>>>

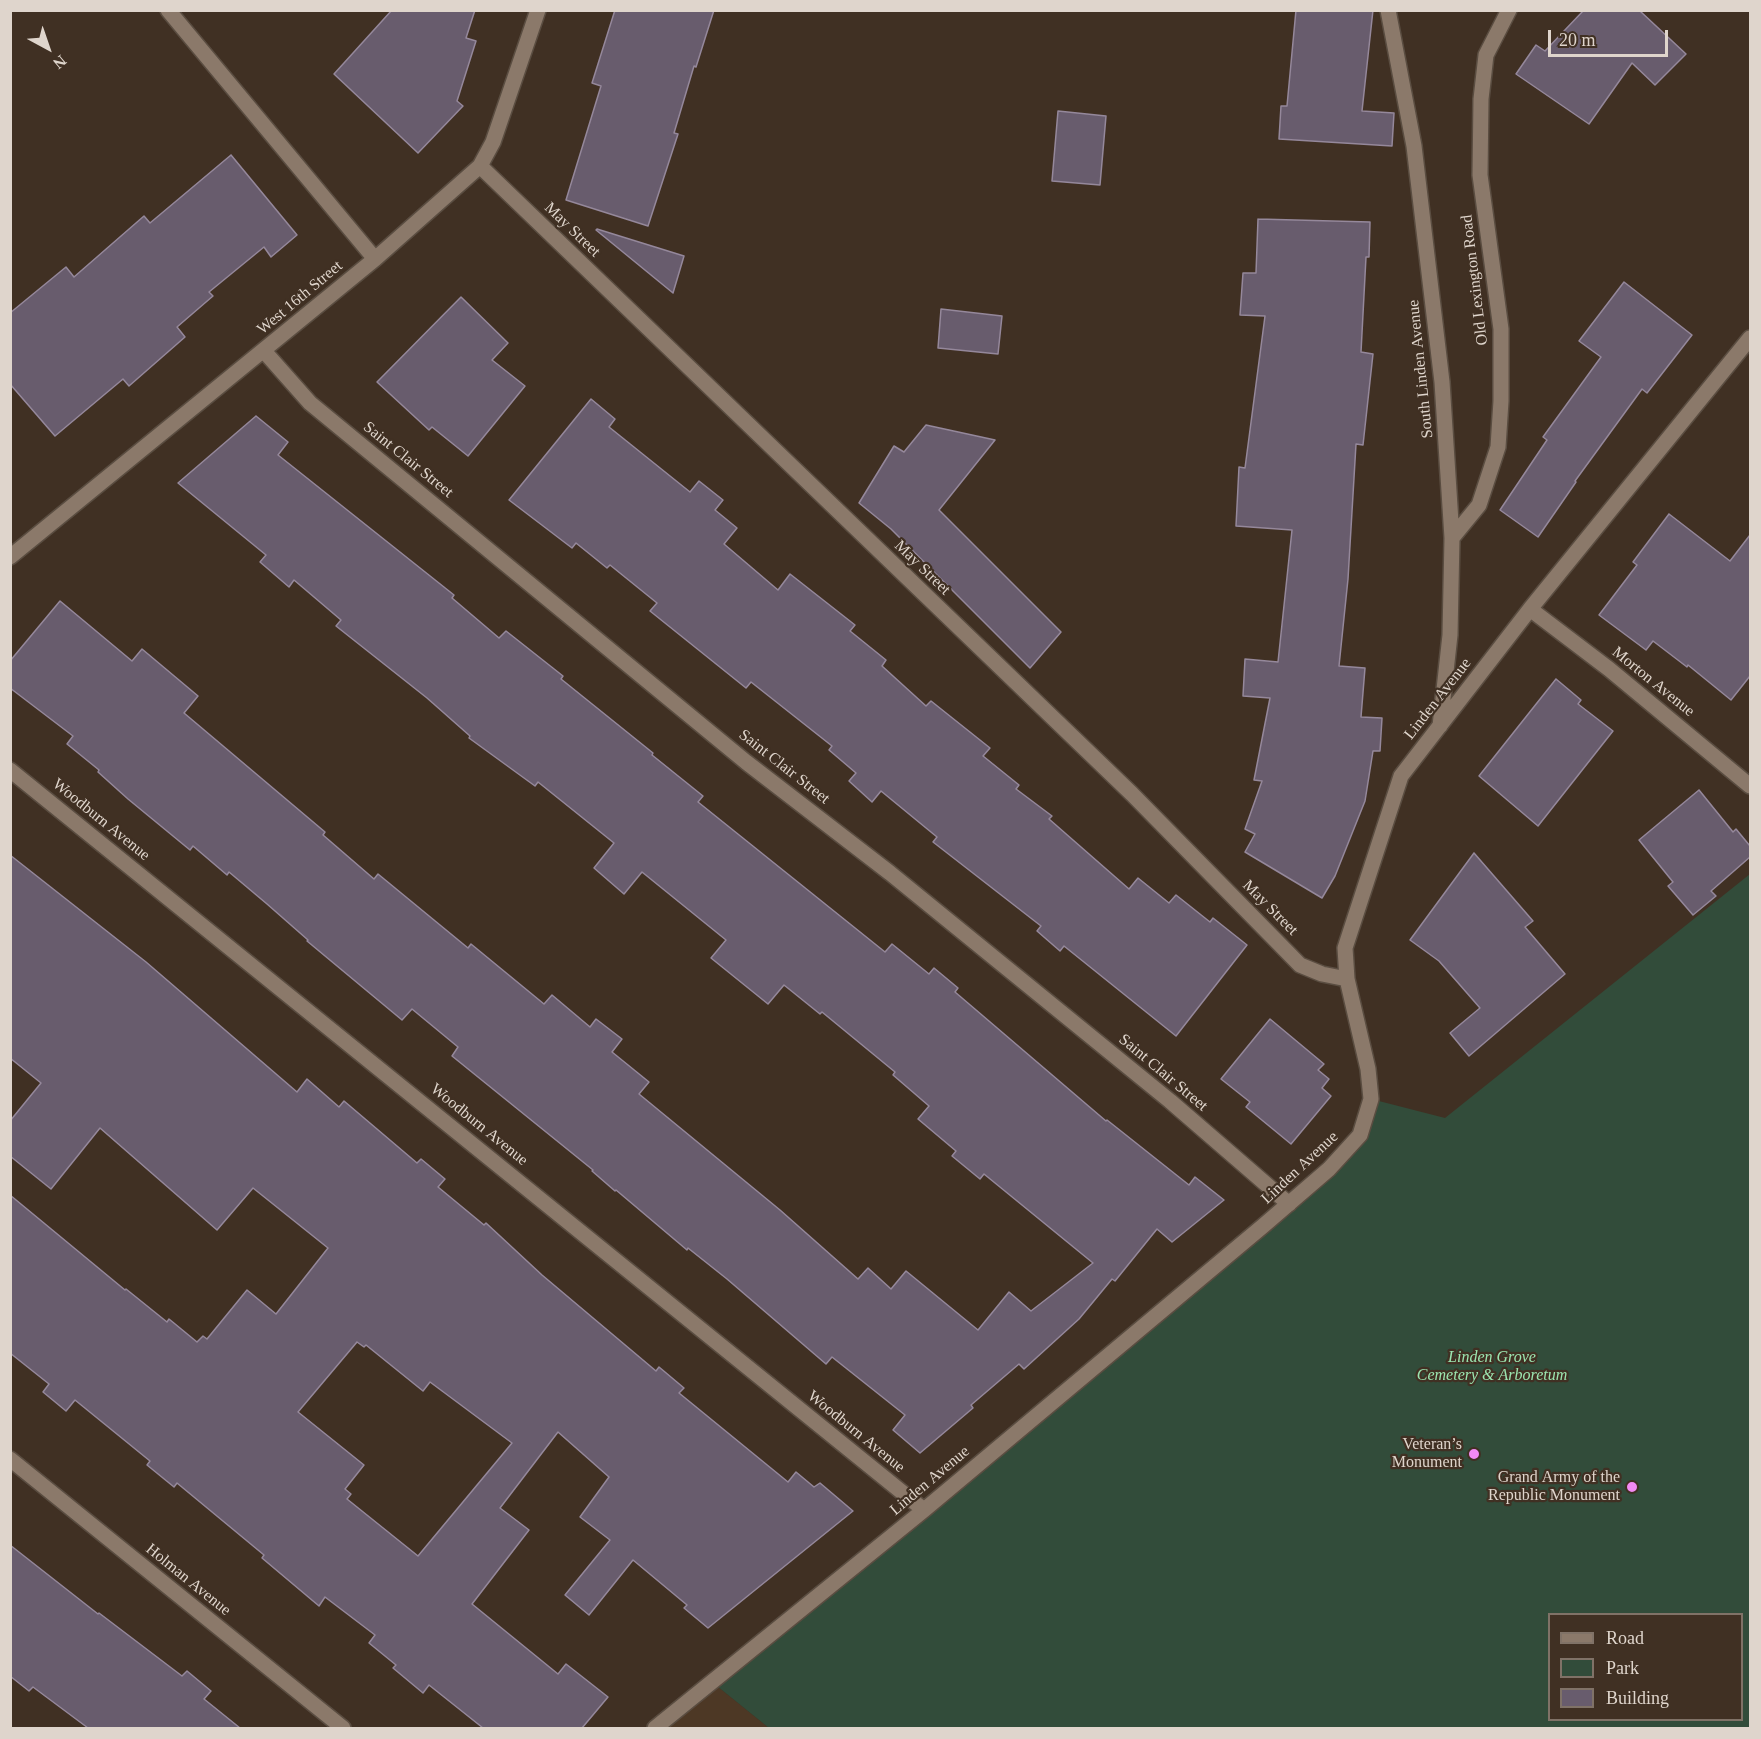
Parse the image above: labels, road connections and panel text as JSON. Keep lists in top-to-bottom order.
{
  "streets": {
    "street": [
      "May Street",
      "Old Lexington Road",
      "West 16th Street",
      "South Linden Avenue",
      "Saint Clair Street",
      "Morton Avenue",
      "Linden Avenue",
      "Woodburn Avenue",
      "Holman Avenue"
    ]
  },
  "crossings": [
    ["May Street", "West 16th Street"],
    ["May Street", "Linden Avenue"],
    ["Old Lexington Road", "South Linden Avenue"],
    ["West 16th Street", "Saint Clair Street"],
    ["South Linden Avenue", "Linden Avenue"],
    ["Saint Clair Street", "Linden Avenue"],
    ["Morton Avenue", "Linden Avenue"],
    ["Linden Avenue", "Woodburn Avenue"]
  ],
  "parks": ["Linden Grove Cemetery & Arboretum"],
  "places": ["Veteran’s Monument", "Grand Army of the Republic Monument"],
  "legend": ["Road", "Park", "Building"],
  "scale_bar": "20 m",
  "north": "bottom right"
}
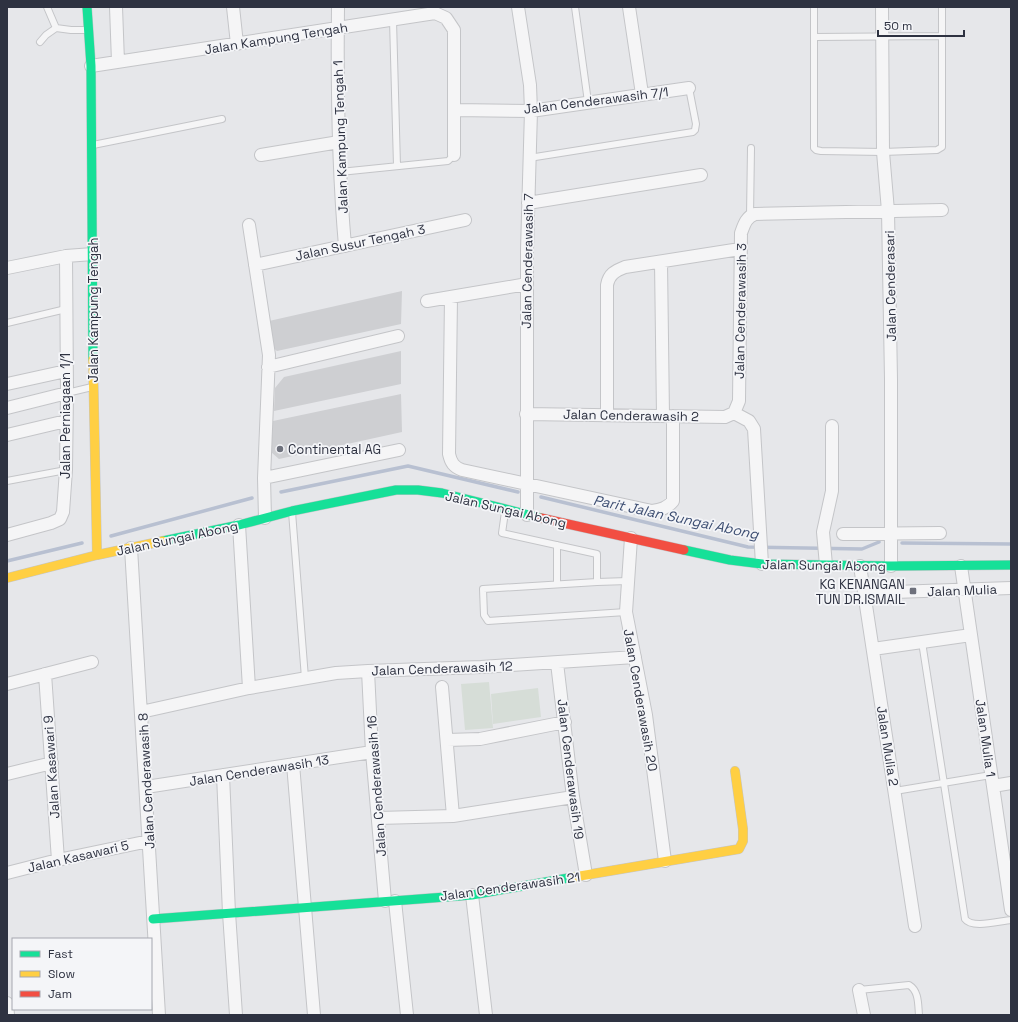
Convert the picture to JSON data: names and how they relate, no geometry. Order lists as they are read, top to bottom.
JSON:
{
  "streets": {
    "street": [
      "Jalan Kampung Tengah",
      "Jalan Cenderawasih 7/1",
      "Jalan Kampung Tengah 1",
      "Jalan Susur Tengah 3",
      "Jalan Cenderawasih 7",
      "Jalan Cenderasari",
      "Jalan Cenderawasih 3",
      "Jalan Cenderawasih 2",
      "Jalan Perniagaan 1/1",
      "Jalan Sungai Abong",
      "Jalan Mulia",
      "Jalan Cenderawasih 12",
      "Jalan Cenderawasih 20",
      "Jalan Mulia 1",
      "Jalan Mulia 2",
      "Jalan Kasawari 9",
      "Jalan Cenderawasih 19",
      "Jalan Cenderawasih 13",
      "Jalan Cenderawasih 8",
      "Jalan Cenderawasih 16",
      "Jalan Kasawari 5",
      "Jalan Cenderawasih 21"
    ]
  },
  "crossings": [
    ["Jalan Kampung Tengah", "Jalan Cenderawasih 7/1"],
    ["Jalan Kampung Tengah", "Jalan Kampung Tengah 1"],
    ["Jalan Kampung Tengah", "Jalan Sungai Abong"],
    ["Jalan Cenderawasih 7/1", "Jalan Cenderawasih 7"],
    ["Jalan Kampung Tengah 1", "Jalan Susur Tengah 3"],
    ["Jalan Cenderawasih 7", "Jalan Cenderawasih 2"],
    ["Jalan Cenderawasih 7", "Jalan Sungai Abong"],
    ["Jalan Cenderasari", "Jalan Sungai Abong"],
    ["Jalan Cenderawasih 3", "Jalan Cenderawasih 2"],
    ["Jalan Sungai Abong", "Jalan Cenderawasih 20"],
    ["Jalan Sungai Abong", "Jalan Mulia 1"],
    ["Jalan Sungai Abong", "Jalan Mulia 2"],
    ["Jalan Sungai Abong", "Jalan Cenderawasih 8"],
    ["Jalan Mulia", "Jalan Mulia 1"],
    ["Jalan Mulia", "Jalan Mulia 2"],
    ["Jalan Cenderawasih 12", "Jalan Cenderawasih 20"],
    ["Jalan Cenderawasih 12", "Jalan Cenderawasih 19"],
    ["Jalan Cenderawasih 12", "Jalan Cenderawasih 8"],
    ["Jalan Cenderawasih 12", "Jalan Cenderawasih 16"],
    ["Jalan Cenderawasih 20", "Jalan Cenderawasih 21"],
    ["Jalan Kasawari 9", "Jalan Kasawari 5"],
    ["Jalan Cenderawasih 19", "Jalan Cenderawasih 21"],
    ["Jalan Cenderawasih 13", "Jalan Cenderawasih 8"],
    ["Jalan Cenderawasih 13", "Jalan Cenderawasih 16"],
    ["Jalan Cenderawasih 8", "Jalan Kasawari 5"],
    ["Jalan Cenderawasih 8", "Jalan Cenderawasih 21"],
    ["Jalan Cenderawasih 16", "Jalan Cenderawasih 21"]
  ],
  "water": ["Parit Jalan Sungai Abong"],
  "places": {
    "other": ["Continental AG"],
    "transit": ["KG KENANGAN TUN DR.ISMAIL"]
  },
  "legend": ["Fast", "Slow", "Jam"],
  "scale_bar": "50 m"
}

<<<

**How to complete this task:** Reproduce each line of the records in which the string "lists" appears.

**Problem solution:**
Parse the image above: labels, road connections and panel text as JSON. Keep lists in top-to-bottom order.
Convert the picture to JSON data: names and how they relate, no geometry. Order lists as they are read, top to bottom.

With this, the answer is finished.